LAUSD loses the trust of parents every time it fails to inform them about safety issues at schools and must do a better job if it truly wants to partner with parents to put kids first.
Also at the meeting:
· The Board passed a resolution from Board members Kelly Gonez (BD6), Monica Garcia (BD2) and Nick Melvoin (BD4) to explore using LAUSD properties to help shelter homeless students and their families. Some parents testified that they were afraid this would lead to increased crime around the schools. Board Member George McKenna (BD1) abstained from the vote after expressing skepticism about costs and unintended consequences, while Board member Richard Vladovic (BD7) voted no. Superintendent Austin Beutner urged the Board to remember that their primary job is to educate kids and suggested starting a pilot with one school, Telfair elementary in Pacoima, which has a large homeless student population. Beutner will report back to the Board in six months before taking any action.

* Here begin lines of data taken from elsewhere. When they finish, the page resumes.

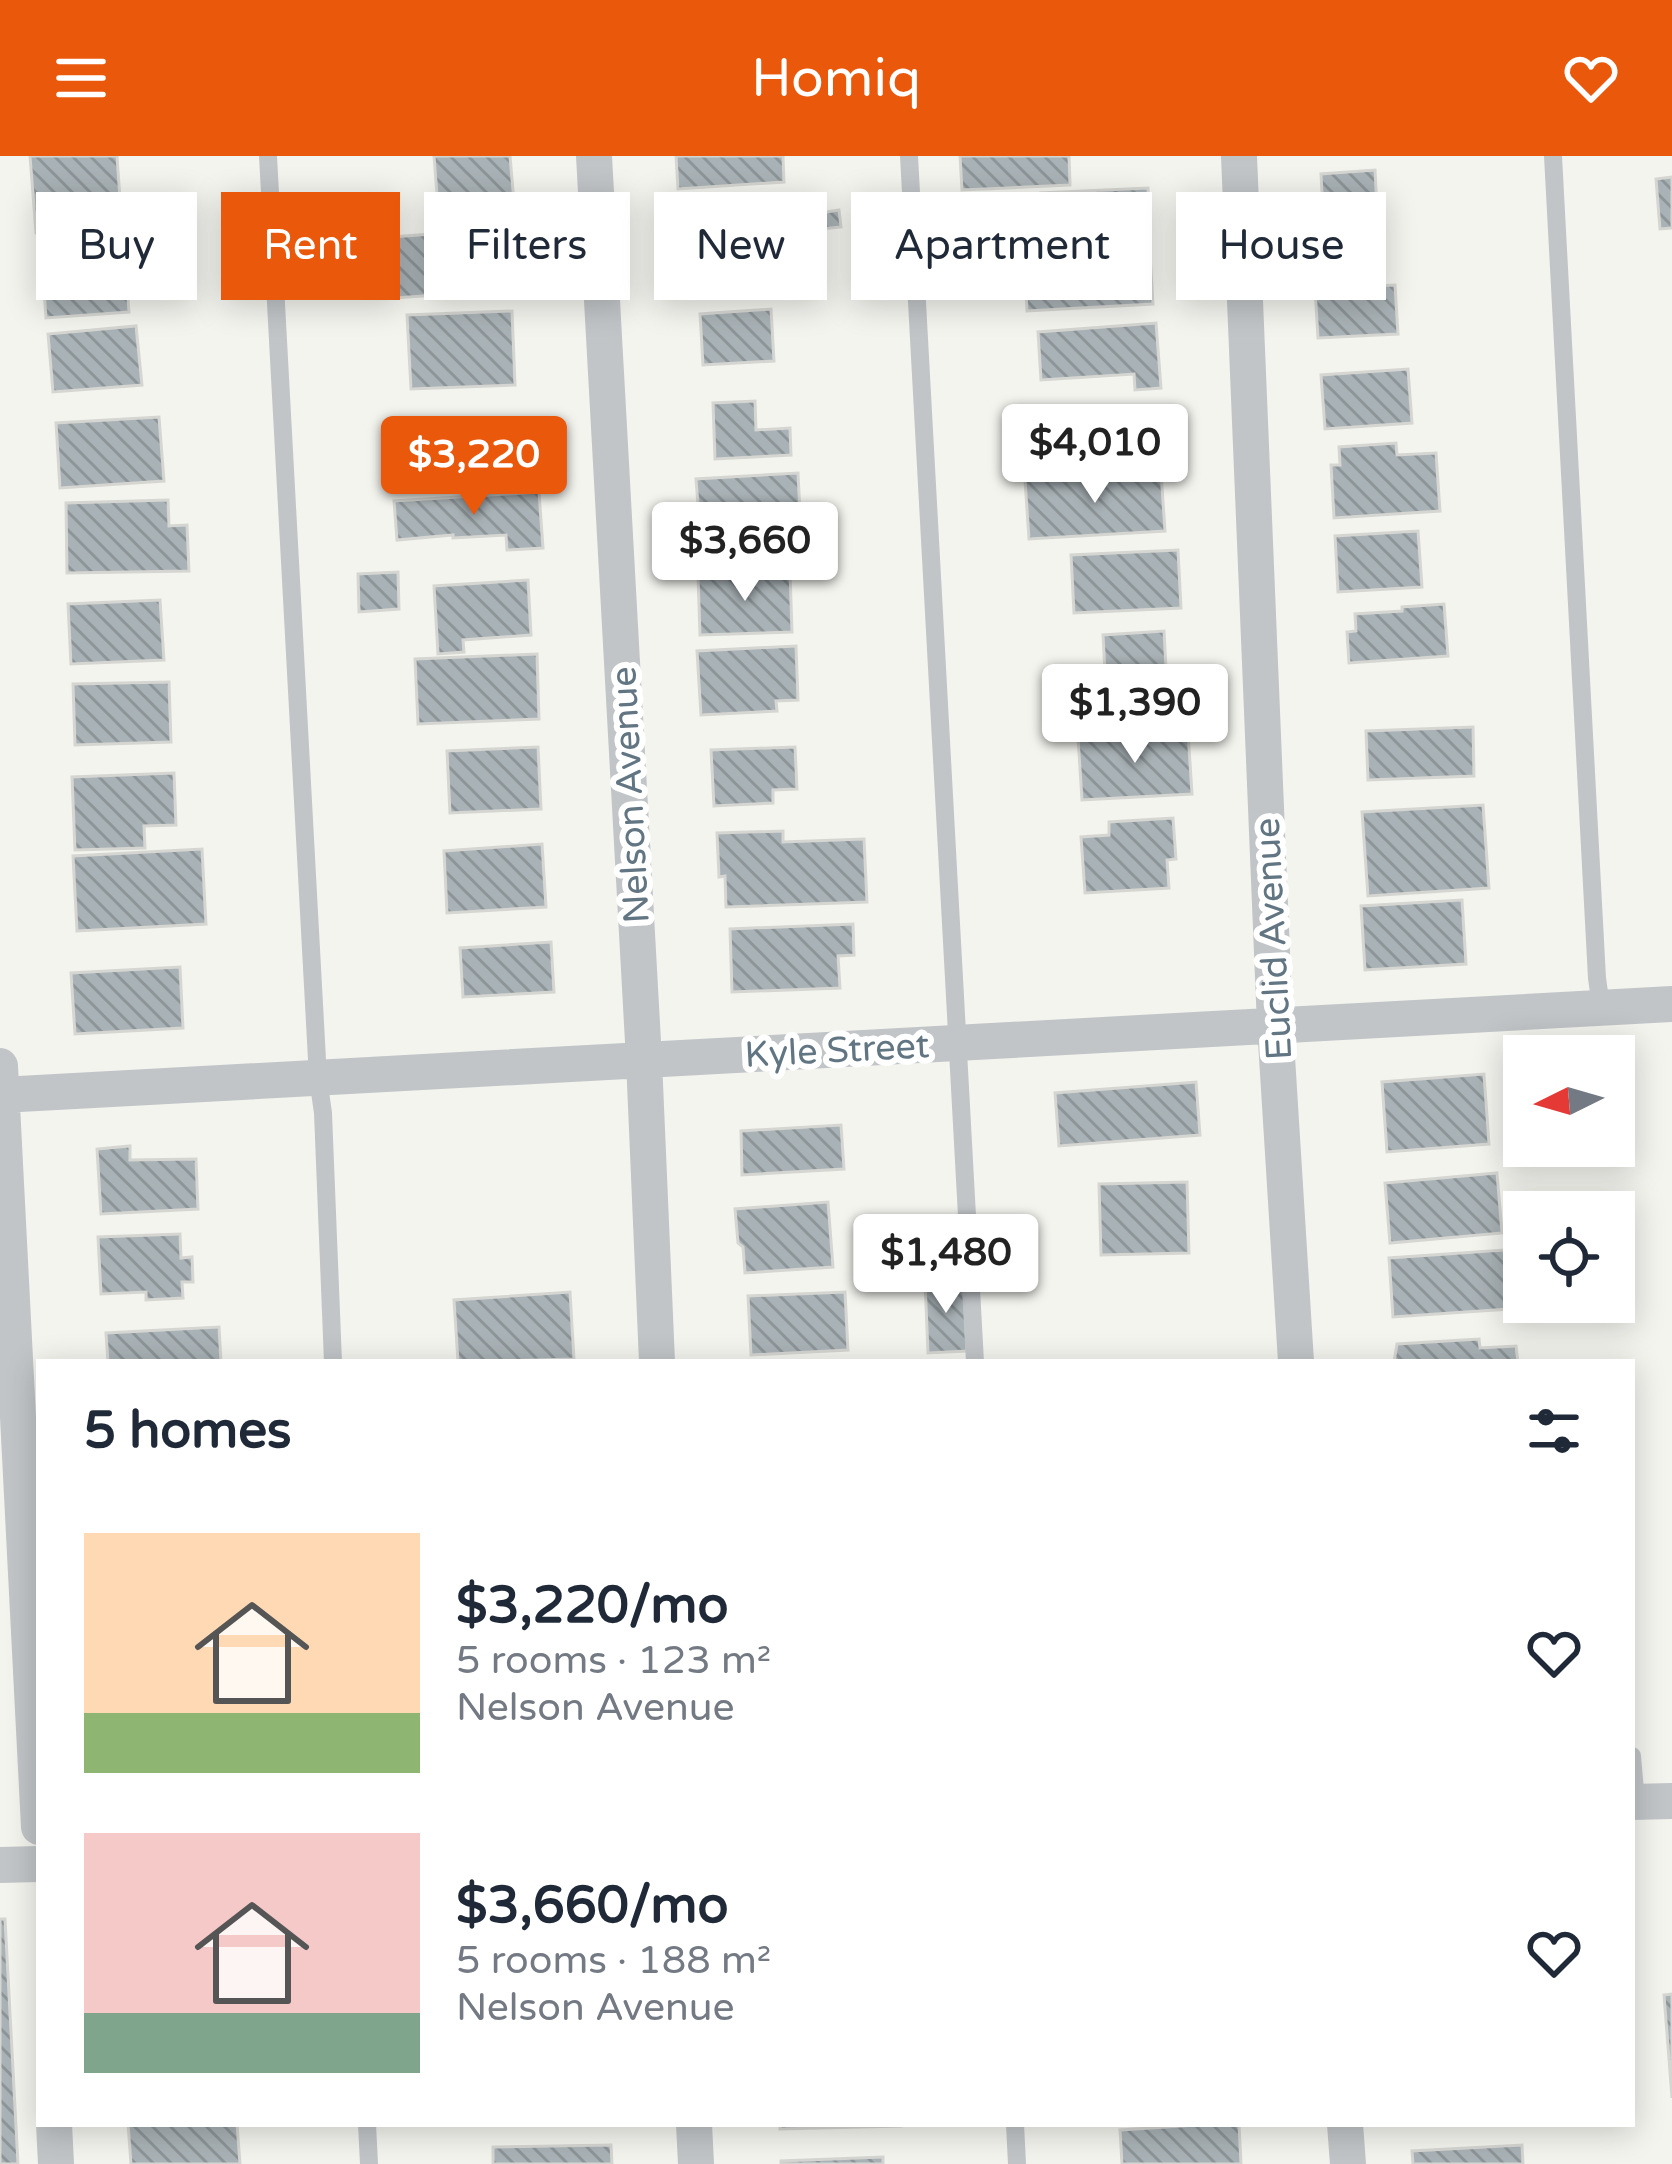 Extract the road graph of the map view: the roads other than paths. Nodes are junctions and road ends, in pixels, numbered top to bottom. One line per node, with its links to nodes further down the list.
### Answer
1 (268, 156): 12 (lane)
2 (594, 156): 10 (street, Nelson Avenue)
3 (909, 156): 9 (lane)
4 (1239, 156): 8 (street, Euclid Avenue)
5 (1553, 156): 7 (lane)
6 (1672, 1004): 7 (street, Kyle Street)
7 (1601, 1007): 8 (street, Kyle Street)
8 (1275, 1025): 9 (street, Kyle Street); 17 (street, Euclid Avenue)
9 (959, 1042): 10 (street, Kyle Street); 16 (lane)
10 (644, 1060): 12 (street, Kyle Street); 15 (street, Nelson Avenue)
11 (0, 1066): 13 (street)
12 (318, 1078): 13 (street, Kyle Street); 14 (lane)
13 (2, 1095): 19 (street)
14 (332, 1359)
15 (658, 1359)
16 (975, 1359)
17 (1296, 1359)
18 (1635, 1766): 20 (lane)
19 (36, 1768)
20 (1646, 1802)
21 (36, 1864): 22 (street)
22 (0, 1865)
23 (54, 2127): 28 (street)
24 (367, 2127): 29 (lane)
25 (694, 2127): 30 (street)
26 (1015, 2127): 31 (lane)
27 (1346, 2127): 32 (street)
28 (56, 2164)
29 (369, 2164)
30 (696, 2164)
31 (1017, 2164)
32 (1348, 2164)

· Local District West elementary schools are showing the worst growth in math scores in the district, with 41 percent of LD West elementary schools showing below average growth, according to representatives from the CORE Data Collaborative, which examines student growth data in California school districts. There are also huge racial gaps in student growth. Asian and white students in poverty are outperforming African American students who are not in poverty, although the gap is narrowing. African American students in poverty, however, continue to lag behind and are not showing enough growth to close the gap.
· UTLA’s unwillingness to accept the facts of LAUSD’s finances continues. UTLA-backed Board members McKenna and Scott Schmerelson (BD3) questioned LAUSD’s decision to contract with an independent financial firm, Houlihan Lokey, to examine district finances and its ability to maintain a “fiscally viable budget.” UTLA, as part of its contract negotiations, has challenged the notion that LAUSD is in the midst of a fiscal crisis. So LAUSD reached out to an independent source to confirm the facts.
· Also on Thursday, LAUSD disclosed that UTLA had rejected all three of the highly qualified candidates that LAUSD has suggested to be a neutral arbiter on the fact-finding panel to examine its labor impasse: Miguel Santana, the former City Administrative Officer for the City of Los Angeles; Peter Taylor, former CFO for the University of California system; and Megan Reilly, chief business officer for the Santa Clara County Office of Education.